Caroline von Schelling, Band 1


An Julie von Studnitz.

à Goettingue ce 31 de Janvier 1779.

... Je ne sai pas si je Vous ai dit dans ma derniere lettre, ma chere Julie, que nous avons eu une visite du jeune Forster, mais il me semble pourtant; j’espère qu’il passera aussi par Gotha, je le souhaite au moins, c’est alors que Vous aurés une bonne idée de Goettingue en l’en entendant parler avec un si grand enthousiasme, c’est l’endroit qui lui plait le mieux de tout ce qu’il a vu encore, et lui qui à tant vu, des villes grandes et petites, qui à plu toujours, car c'est un sort qui le suivra partout, il en pourra pourtant bien juger. Il m’a fait présent de ce drap d’Otahiti. Il me l’avoit promis, au cas que j’en voulusse porter un habit, mais je croyois qu’il l’avoit deja depuis longtems oublié et je n’y pensois plus, lorsque je recus un grand paquet de ce drap de lui, avec un tres joli billet. Pour lui tenir ma promesse je m’en ai fait faire un habit de bergère comme on en voit sur la redoute, pour le porter au bal. L’étoffe est blanche et le tout est garni avec du ruban bleu et fait en verité un trés joli effet. Mais Vous auriés du voir, combien cet habit, lorsque je le portois pour la premiere fois, a èté touché et regardé, je puis pourtant dire aprésent qu’il est unique et inimitable, jusqu’àprésent au moins encore, et il le restera peutêtre, car je crois que Forster n’a plus rien de ces étoffes que ce qui lui est necessaire pour des preuves. Je voudrois bien Vous en envoyer quelques unes, si je ne croyois pas qu'il viendra lui même en revenant de Berlin et qu'alors Vous en aurés assés. Au bout du mois de Fevrier il repassera par ici pour aller s’etablir à Cassel ou il est professeur.

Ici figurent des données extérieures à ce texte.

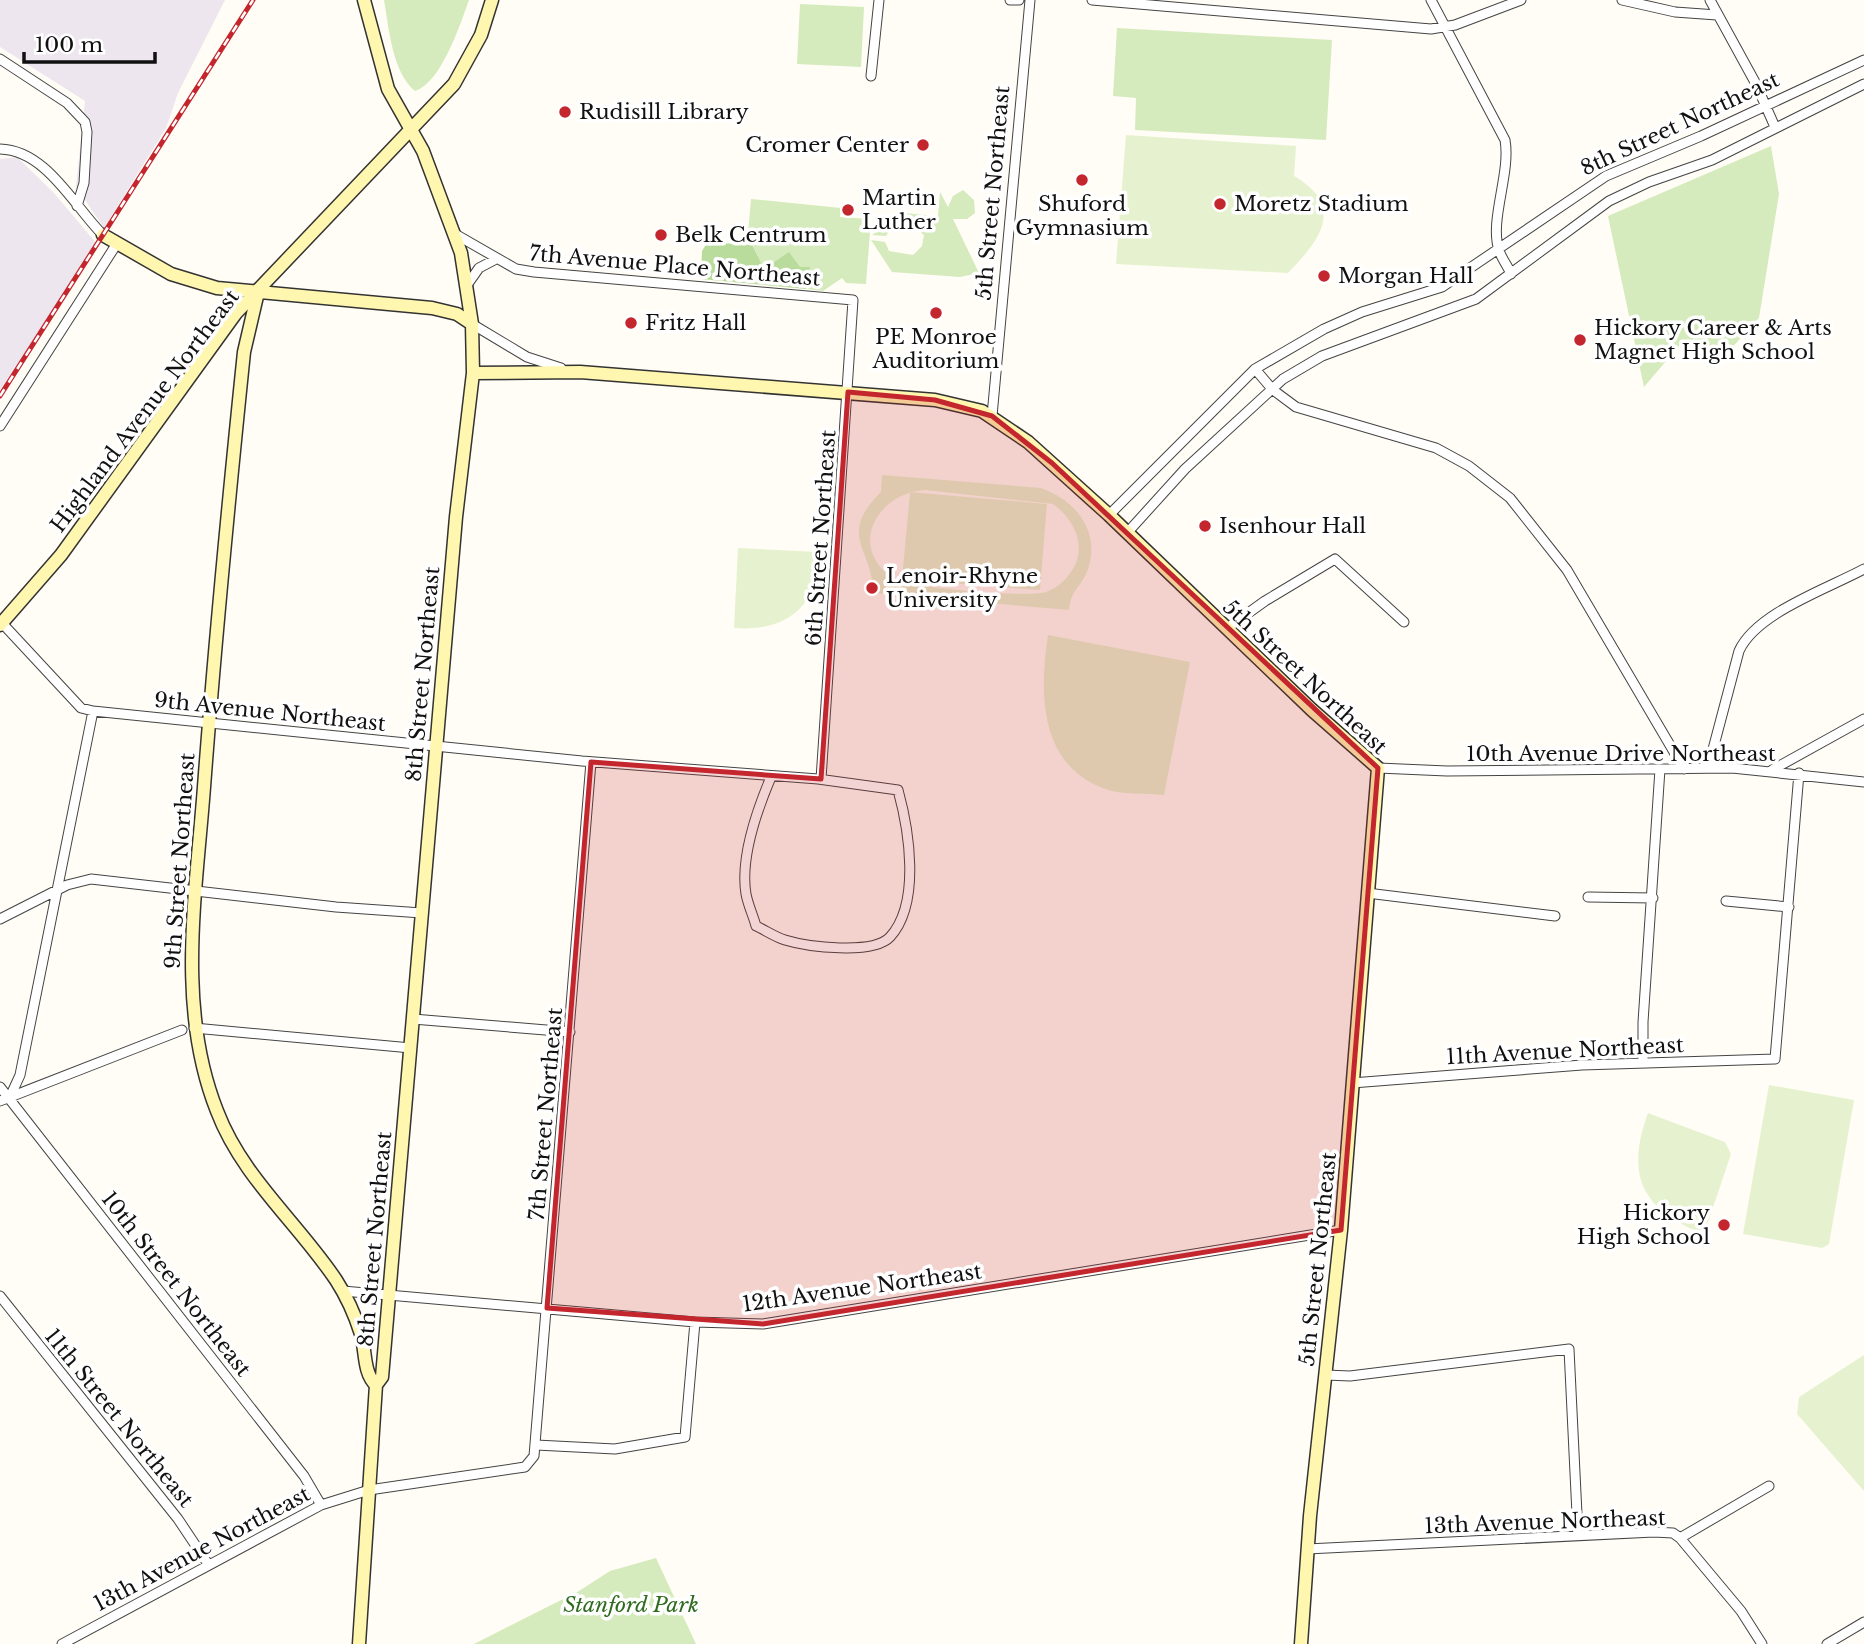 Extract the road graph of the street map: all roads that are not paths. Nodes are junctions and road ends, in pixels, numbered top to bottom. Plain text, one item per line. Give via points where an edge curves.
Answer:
1 (364, 0) edge
2 (492, 0) edge
3 (879, 0) edge
4 (1010, 0) edge
5 (1018, 0) edge
6 (1030, 0) edge
7 (1093, 0) edge
8 (1431, 0) edge
9 (1521, 0) edge
10 (1622, 0) edge
11 (1710, 0) edge
12 (1717, 15) junction
13 (1445, 28) junction
14 (0, 60) edge
15 (1864, 60) edge
16 (871, 76) dead end
17 (1864, 85) edge
18 (1766, 105) junction
19 (1775, 127) junction
20 (411, 131) junction
21 (0, 149) edge
22 (77, 206) junction
23 (455, 234) junction
24 (103, 235) joint
25 (116, 245) junction
26 (1498, 249) junction
27 (496, 259) junction
28 (1511, 274) junction
29 (467, 285) junction
30 (258, 292) junction
31 (853, 300) joint
32 (472, 324) junction
33 (1255, 369) junction
34 (580, 372) junction
35 (473, 373) junction
36 (1270, 387) junction
37 (848, 392) junction
38 (992, 416) junction
39 (0, 426) edge
40 (1110, 515) junction
41 (1127, 533) junction
42 (1864, 569) edge
43 (1405, 622) dead end
44 (1, 624) edge
45 (1226, 629) junction
46 (93, 711) junction
47 (1864, 719) edge
48 (209, 723) junction
49 (437, 747) junction
50 (591, 762) junction
51 (1378, 768) junction
52 (1708, 768) junction
53 (1660, 769) junction
54 (1684, 769) junction
55 (1772, 770) junction
56 (1799, 773) junction
57 (771, 778) junction
58 (821, 779) junction
59 (1864, 782) edge
60 (59, 888) junction
61 (197, 890) junction
62 (1367, 892) junction
63 (1588, 897) dead end
64 (1653, 898) junction
65 (1726, 901) dead end
66 (1789, 907) junction
67 (422, 913) junction
68 (1555, 916) dead end
69 (0, 919) edge
70 (413, 1019) junction
71 (188, 1029) junction
72 (570, 1032) junction
73 (411, 1048) junction
74 (1643, 1062) junction
75 (1352, 1083) junction
76 (0, 1087) edge
77 (4, 1100) edge
78 (1341, 1230) junction
79 (343, 1292) junction
80 (390, 1294) junction
81 (0, 1296) edge
82 (547, 1308) junction
83 (695, 1322) junction
84 (1326, 1375) junction
85 (376, 1385) junction
86 (536, 1445) junction
87 (527, 1466) joint
88 (1769, 1486) dead end
89 (369, 1490) junction
90 (321, 1505) junction
91 (1577, 1535) junction
92 (1680, 1538) junction
93 (1307, 1549) junction
94 (208, 1564) junction
95 (1864, 1622) edge
96 (62, 1644) edge
97 (359, 1644) edge
98 (1301, 1644) edge
99 (1762, 1644) edge
100 (1827, 1644) edge

1 - 20 main road, 8th Street Northeast via 388,89
2 - 20 main road via 481,35 454,84
3 - 16 street
4 - 5 street
6 - 38 street, 5th Street Northeast
7 - 13 street
8 - 13 street
9 - 13 street
10 - 12 street via 1675,12
11 - 12 street
12 - 18 street
13 - 26 street via 1505,140
14 - 22 street via 67,103 85,122 84,183
15 - 18 street, 8th Street Northeast
17 - 19 street
18 - 19 street
18 - 26 street, 8th Street Northeast via 1606,176
19 - 28 street via 1712,160 1609,201
20 - 23 main road, 8th Street Northeast
20 - 30 main road, Highland Avenue Northeast
21 - 22 street via 23,153 37,162
22 - 24 street
23 - 27 street, 7th Avenue Place Northeast
23 - 29 main road, 8th Street Northeast
24 - 25 main road
25 - 30 main road via 193,283
25 - 39 street
26 - 28 street
26 - 33 street, 8th Street Northeast via 1442,287 1337,323
27 - 29 street via 479,268
27 - 31 street, 7th Avenue Place Northeast via 534,272
28 - 36 street via 1476,299 1322,356
29 - 32 main road, 8th Street Northeast
30 - 32 main road via 432,308 457,314
30 - 44 main road, Highland Avenue Northeast via 236,313 61,555
30 - 48 main road, 9th Street Northeast via 244,352
31 - 37 street, 6th Street Northeast
32 - 34 street via 527,357
32 - 35 main road, 8th Street Northeast
33 - 36 street
33 - 40 street, 8th Street Northeast
34 - 35 main road
34 - 37 main road
35 - 49 main road, 8th Street Northeast
36 - 41 street
36 - 54 street via 1307,412 1436,448 1469,466 1510,498 1567,570
37 - 38 main road via 935,400
37 - 58 street, 6th Street Northeast
38 - 40 main road, 5th Street Northeast
40 - 41 main road, 5th Street Northeast
41 - 45 main road, 5th Street Northeast
42 - 52 street via 1749,634 1739,651
43 - 45 street via 1335,559
44 - 46 street via 82,708
45 - 51 main road, 5th Street Northeast
46 - 48 street, 9th Avenue Northeast
46 - 60 street
47 - 55 street
48 - 49 street, 9th Avenue Northeast
48 - 61 main road, 9th Street Northeast
49 - 50 street, 9th Avenue Northeast
49 - 67 main road, 8th Street Northeast
50 - 57 street, 9th Avenue Northeast
50 - 72 street, 7th Street Northeast
51 - 53 street, 10th Avenue Drive Northeast
51 - 62 main road, 5th Street Northeast
52 - 54 street, 10th Avenue Drive Northeast
52 - 55 street, 10th Avenue Drive Northeast
53 - 54 street, 10th Avenue Drive Northeast
53 - 64 street
55 - 56 street, 10th Avenue Drive Northeast
56 - 59 street, 10th Avenue Drive Northeast
56 - 66 street
57 - 58 street, 9th Avenue Northeast
57 - 58 street via 760,803 748,859 746,892 756,926 785,940 872,947 890,937 906,910 908,825 898,790
60 - 61 street via 102,879
60 - 69 street
60 - 77 street via 20,1075
61 - 67 street
61 - 71 main road, 9th Street Northeast
62 - 68 street
62 - 75 main road, 5th Street Northeast
63 - 64 street
64 - 74 street
65 - 66 street
66 - 74 street, 11th Avenue Northeast via 1775,1059
67 - 70 main road, 8th Street Northeast
70 - 72 street
70 - 73 main road, 8th Street Northeast
71 - 73 street
71 - 77 street
71 - 79 main road, 9th Street Northeast via 232,1142
72 - 82 street, 7th Street Northeast
73 - 80 main road, 8th Street Northeast
74 - 75 street, 11th Avenue Northeast
75 - 78 main road, 5th Street Northeast
76 - 77 street, 10th Street Northeast
77 - 90 street, 10th Street Northeast via 271,1432
78 - 83 street, 12th Avenue Northeast via 777,1322
78 - 84 main road, 5th Street Northeast
79 - 80 street, 12th Avenue Northeast
79 - 85 main road, 9th Street Northeast via 361,1336 368,1378
80 - 82 street, 12th Avenue Northeast
80 - 85 main road, 8th Street Northeast via 382,1377
81 - 94 street, 11th Street Northeast via 178,1519
82 - 83 street, 12th Avenue Northeast
82 - 86 street, 7th Street Northeast
83 - 86 street via 685,1437 615,1449
84 - 91 street via 1350,1377 1569,1349
84 - 93 main road, 5th Street Northeast
85 - 89 main road
86 - 87 street, 7th Street Northeast via 536,1454
87 - 89 street, 13th Avenue Northeast
88 - 92 street, 13th Avenue Northeast
89 - 90 street, 13th Avenue Northeast
89 - 97 main road
90 - 94 street, 13th Avenue Northeast
91 - 92 street, 13th Avenue Northeast via 1654,1532
91 - 93 street, 13th Avenue Northeast
92 - 99 street via 1741,1611
93 - 98 main road, 5th Street Northeast
94 - 96 street, 13th Avenue Northeast
95 - 100 street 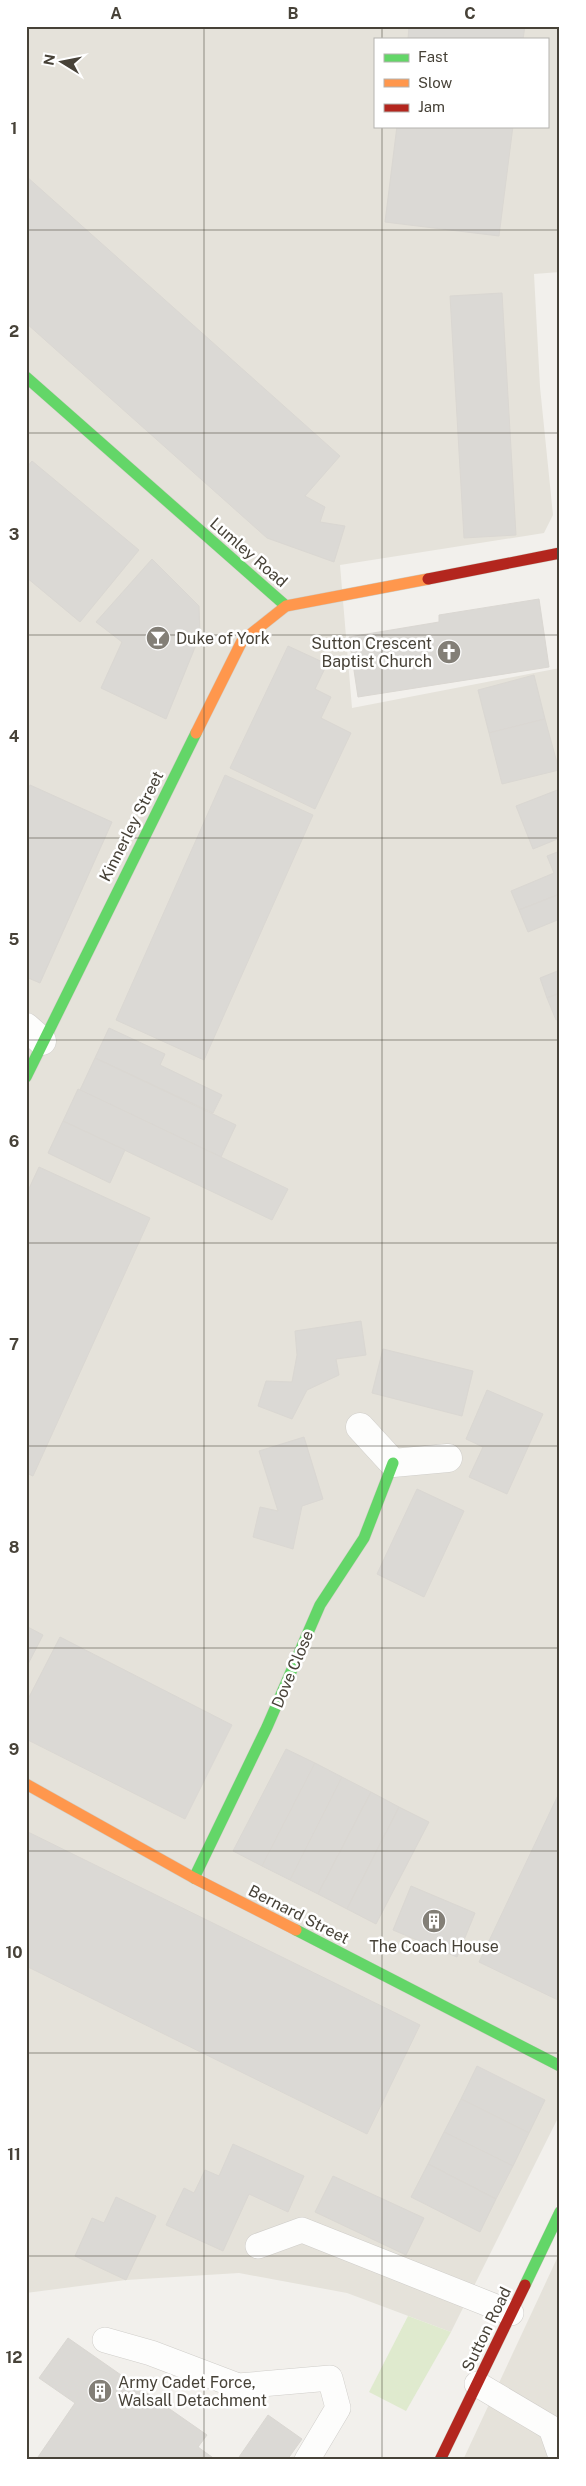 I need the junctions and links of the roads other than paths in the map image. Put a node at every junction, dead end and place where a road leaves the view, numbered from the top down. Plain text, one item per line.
1 (26, 377) edge
2 (560, 554) edge
3 (286, 606) junction
4 (34, 1034) edge
5 (26, 1077) edge
6 (360, 1427) dead end
7 (448, 1458) dead end
8 (393, 1462) junction
9 (26, 1784) edge
10 (194, 1878) junction
11 (560, 2066) edge
12 (560, 2212) edge
13 (258, 2246) dead end
14 (512, 2313) junction
15 (104, 2340) dead end
16 (477, 2384) junction
17 (560, 2454) edge
18 (307, 2460) edge
19 (440, 2460) edge

1 - 3 street, Lumley Road
2 - 3 street, Lumley Road
3 - 4 street, Kinnerley Street
4 - 5 street, Kinnerley Street
6 - 8 street
7 - 8 street
8 - 10 street, Dove Close
9 - 10 street, Bernard Street
10 - 11 street, Bernard Street
12 - 14 street, Sutton Road
13 - 14 lane
14 - 16 street, Sutton Road
15 - 18 lane
16 - 17 lane
16 - 19 street, Sutton Road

Mon frere ne partira qu’au mois de Mars pour l'Amerique, il sent aprésent l’importance de son entreprise et est un peu inquiet. Mais de ce coté je suis sur de lui. Si jamais un homme au monde remplira ses devoirs c’est lui. Mais les autres dangers, qu’il court, il ne les craint pas, et moi je ne puis jamais me tranquiliser la dessus. ...

Il me semble que Votre théatre tombe de plus en plus. D’avoir accepté Mr Warneke qui est d’ici et qui a joué l’Azor avec tant de vivacité et d’action, voila une grande preuve du gout de Mr Reichard. Vous perdés et nous y gagnons, il faudroit donc proprement que toute notre ville en temoigna sa reconnoissance à Votre Sage directeur. Notre théatre est peutétre mieux aprésent que le Votre. En quelques jours on representera le Westindier. Mr Schlik a aussi été ici et il a eu une aprobation unanime. Son jeu est en verité superieur. Tout le monde s’est interressé pour lui, je ne Sai pas si c’est à cause de ses talens ou de son histoire romanesque avec Ml. de Rudolph dont toutes les particularités sont connues ici. ...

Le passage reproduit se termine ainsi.